The Turkish Straits System (TSS) is a complex dynamical system providing transport of water, mass, heat and materials between the adjacent Aegean and Black Seas. The Marmara Sea allows communication with these seas through the Bosphorus and Dardanelles Straits. The behavior of the TSS is typical of a ‘system’, since its combined response is determined by, but different from, a linear combination of the individual responses of its elements: the Bosphorus and Dardanelles Straits and the Marmara Sea. The dynamics of the TSS is characterized by a nonlinear response. The complex TSS region is influenced by environmental forcing at a wide range of scales, which result in interactions across these scales.
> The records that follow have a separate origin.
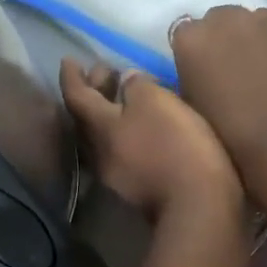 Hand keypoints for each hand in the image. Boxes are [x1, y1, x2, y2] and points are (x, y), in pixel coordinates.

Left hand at [60, 58, 240, 221]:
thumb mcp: (157, 102)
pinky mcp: (137, 189)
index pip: (76, 96)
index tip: (68, 60)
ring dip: (110, 115)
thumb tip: (126, 81)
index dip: (71, 76)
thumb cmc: (175, 146)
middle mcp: (100, 153)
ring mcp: (117, 175)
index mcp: (99, 128)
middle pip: (87, 119)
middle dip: (94, 92)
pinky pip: (123, 152)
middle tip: (105, 72)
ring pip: (104, 138)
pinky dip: (127, 133)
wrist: (198, 205)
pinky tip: (144, 129)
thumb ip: (137, 86)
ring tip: (125, 97)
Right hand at [170, 6, 266, 177]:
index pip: (186, 33)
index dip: (195, 55)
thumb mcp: (192, 110)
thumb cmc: (228, 137)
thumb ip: (191, 82)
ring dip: (260, 44)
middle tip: (235, 75)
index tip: (202, 75)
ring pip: (261, 25)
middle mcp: (230, 19)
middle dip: (227, 41)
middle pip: (224, 21)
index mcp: (193, 39)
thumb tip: (201, 77) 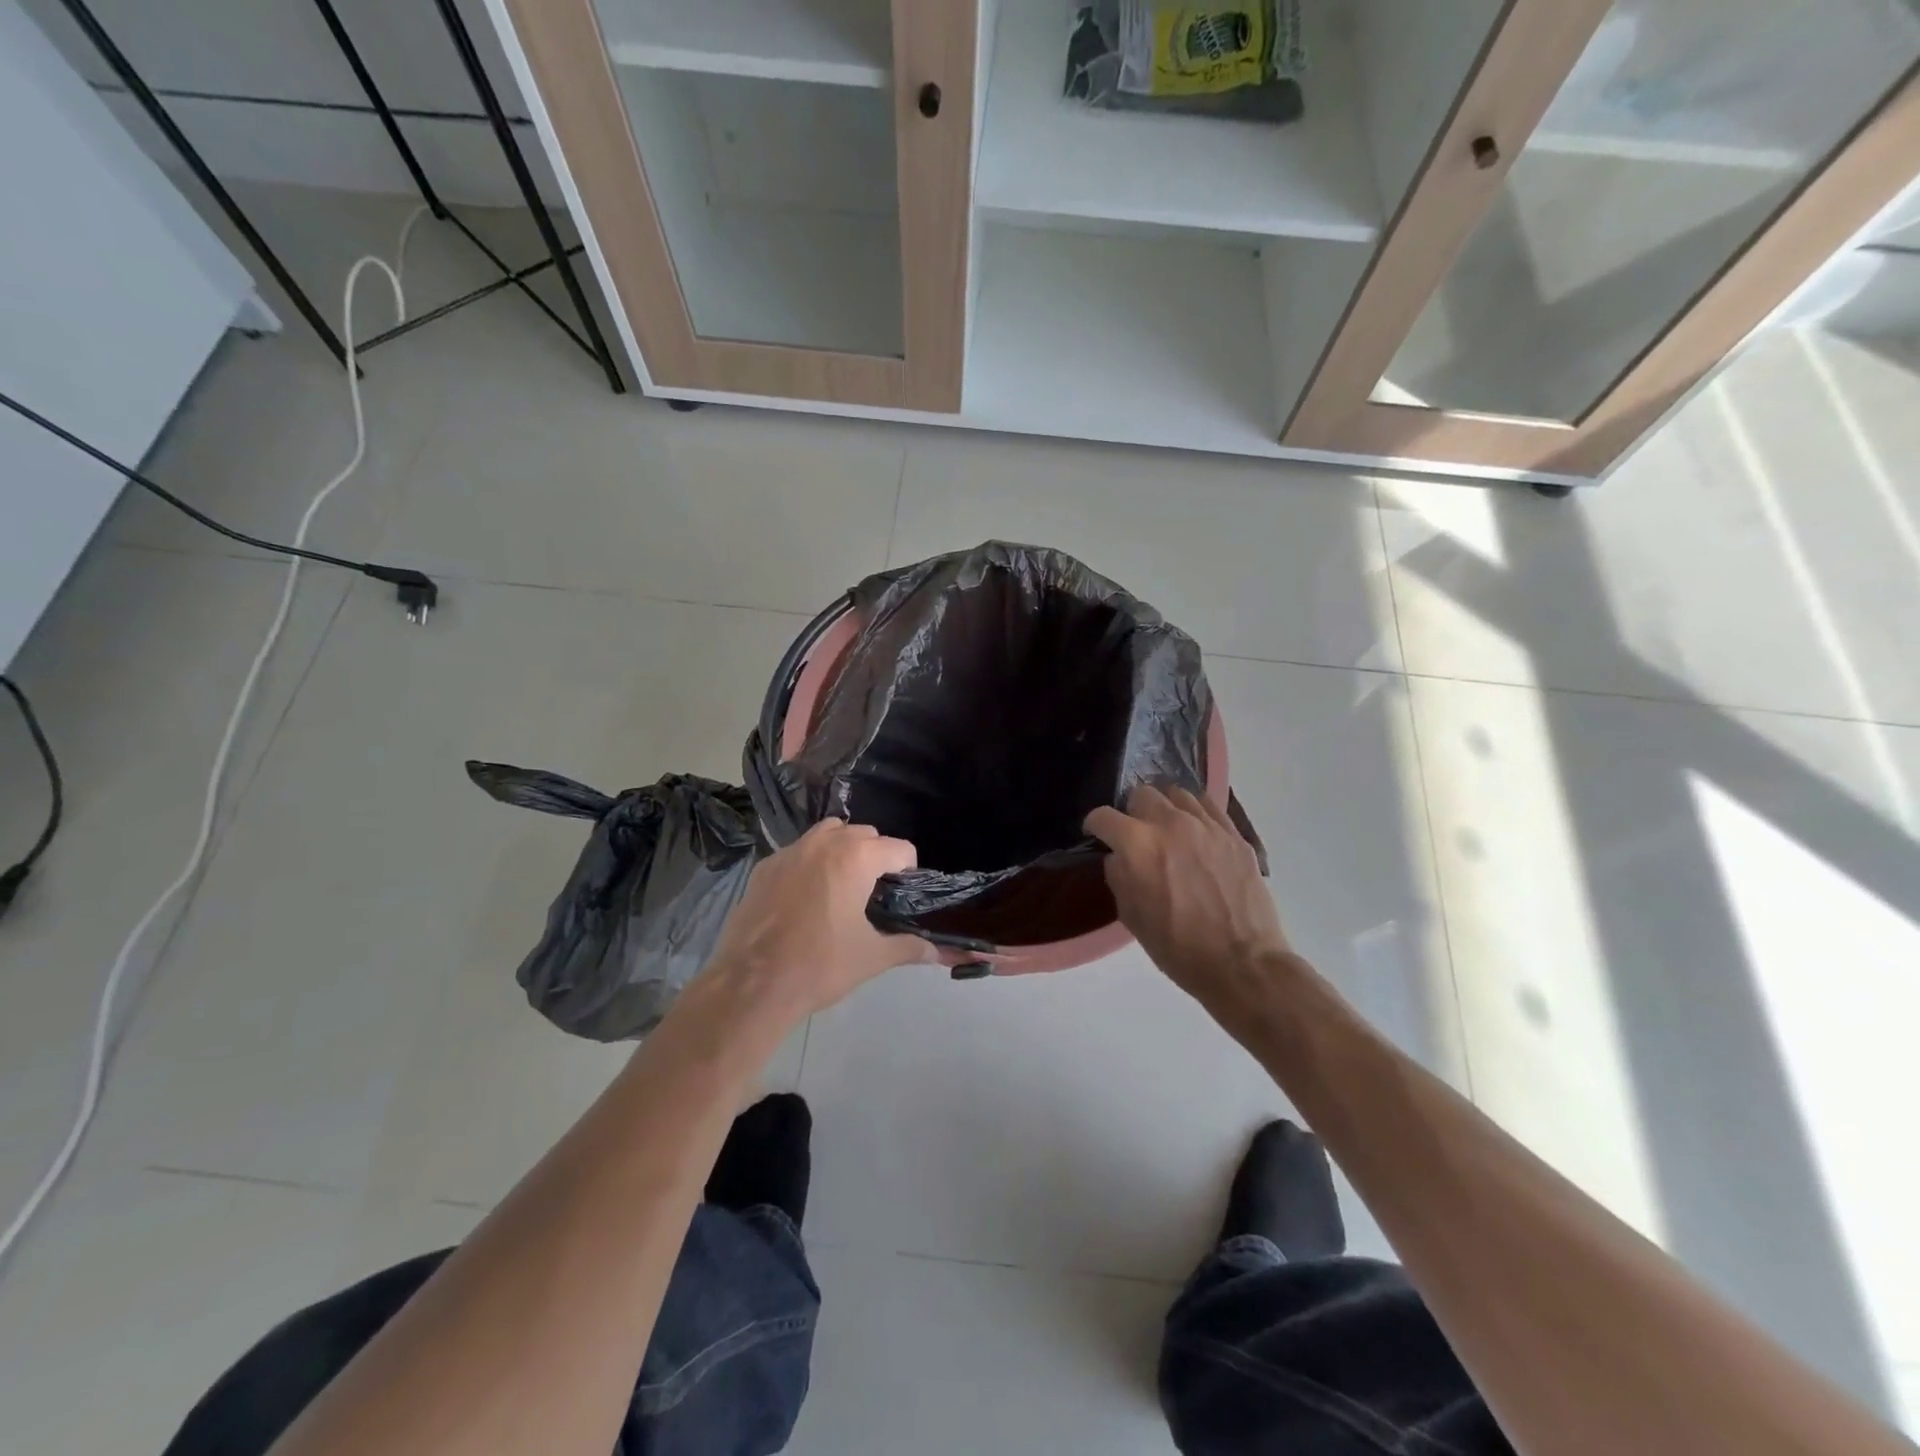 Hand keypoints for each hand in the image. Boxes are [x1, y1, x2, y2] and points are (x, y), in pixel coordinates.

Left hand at [705, 819, 935, 1017]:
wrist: (751, 985)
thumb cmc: (820, 966)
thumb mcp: (872, 957)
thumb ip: (909, 947)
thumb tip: (940, 953)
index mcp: (856, 858)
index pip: (899, 848)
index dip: (909, 870)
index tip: (903, 894)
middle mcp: (824, 843)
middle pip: (865, 834)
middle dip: (876, 856)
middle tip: (875, 893)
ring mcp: (790, 851)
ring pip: (828, 833)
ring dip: (843, 850)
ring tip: (842, 886)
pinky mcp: (764, 866)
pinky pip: (798, 851)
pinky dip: (810, 863)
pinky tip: (805, 897)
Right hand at [1085, 786, 1291, 1006]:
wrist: (1241, 963)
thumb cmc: (1177, 946)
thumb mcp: (1131, 917)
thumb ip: (1118, 877)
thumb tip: (1118, 857)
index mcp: (1137, 844)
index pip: (1103, 816)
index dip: (1095, 826)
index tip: (1097, 835)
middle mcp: (1170, 823)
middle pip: (1142, 794)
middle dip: (1132, 812)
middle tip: (1136, 835)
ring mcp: (1206, 825)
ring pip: (1177, 794)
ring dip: (1165, 809)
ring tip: (1168, 830)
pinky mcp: (1234, 834)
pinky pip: (1209, 806)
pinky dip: (1195, 813)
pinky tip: (1196, 832)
These specific characteristics determine the overall functioning of the system through a chain of processes influencing not only the properties of seawater, heat and mass exchanged through the TSS buffer zone, but also the circulation, the transport and mixing of materials in the Marmara Sea and in the adjacent seas, the hydrological cycle and sea level variations across the TSS, finally leading to impacts on ecosystems and climate on regional scale.
Fig. 1.1 Marmara Sea plankton bloom (coccoliths), showing the ‘Bosphorus Jet’ in the Marmara Sea and the ‘Dardanelles Jet’ in the Aegean Sea.
Fig. 1.2 the Bosphorus Jet produces the highest chlorophyll concentrations in the Marmara Sea as a result of plankton blooms.